Sullivan issued an Order allowing any Keepseagle
class member to provide written comments on the motion to
modify and speak at the hearing that would be held on the
motion. Order at 1-2, Keepseagle v. Vilsack, No.
99-3119 (D.D.C. Dec. 15, 2015). The plaintiff submitted
comments in opposition to the proposed modification,
see Comments of Class Member William H. Smallwood,
Jr. to the Unopposed Motion to Modify Settlement Agreement at
1, Keepseagle v.
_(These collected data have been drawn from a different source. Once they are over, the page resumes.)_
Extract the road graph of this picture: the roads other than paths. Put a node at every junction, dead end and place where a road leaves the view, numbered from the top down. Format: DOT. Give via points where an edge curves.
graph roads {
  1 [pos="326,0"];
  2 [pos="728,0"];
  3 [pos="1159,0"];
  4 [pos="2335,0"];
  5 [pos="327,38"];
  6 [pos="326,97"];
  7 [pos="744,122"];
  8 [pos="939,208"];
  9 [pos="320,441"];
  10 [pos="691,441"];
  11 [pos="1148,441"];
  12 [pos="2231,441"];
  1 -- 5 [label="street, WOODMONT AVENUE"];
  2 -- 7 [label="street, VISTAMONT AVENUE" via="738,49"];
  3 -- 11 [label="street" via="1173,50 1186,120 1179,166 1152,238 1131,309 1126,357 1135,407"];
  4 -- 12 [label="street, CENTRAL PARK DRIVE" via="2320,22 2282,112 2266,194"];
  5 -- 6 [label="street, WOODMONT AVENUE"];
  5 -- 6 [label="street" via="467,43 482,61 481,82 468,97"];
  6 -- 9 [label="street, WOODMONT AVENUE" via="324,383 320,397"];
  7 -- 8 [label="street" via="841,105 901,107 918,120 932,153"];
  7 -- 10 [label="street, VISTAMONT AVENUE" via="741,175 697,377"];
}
Vilsack, No. 99-3119 (D.D.C. Jan.
20, 2016) (“[The plaintiff] disagrees with the revised
proposal . . . to modify the settlement agreement. His view
is that the remaining funds should be distributed to himself
and all other Prevailing Claimants in equal amounts.”),
and also spoke at the hearing, see Transcript of
Motion Hearing Proceedings Before the Honorable Emmet G.
Sullivan, United States District Court Judge at 173-75,
Keepseagle v. Vilsack, No. 99-3119 (D.D.C. Feb. 4,
2016). On April 20, 2016, Judge Sullivan rejected the
plaintiff's position and granted class counsel's
motion to modify the Settlement Agreement, see
Memorandum Opinion at 29, Keepseagle v. Vilsack, No.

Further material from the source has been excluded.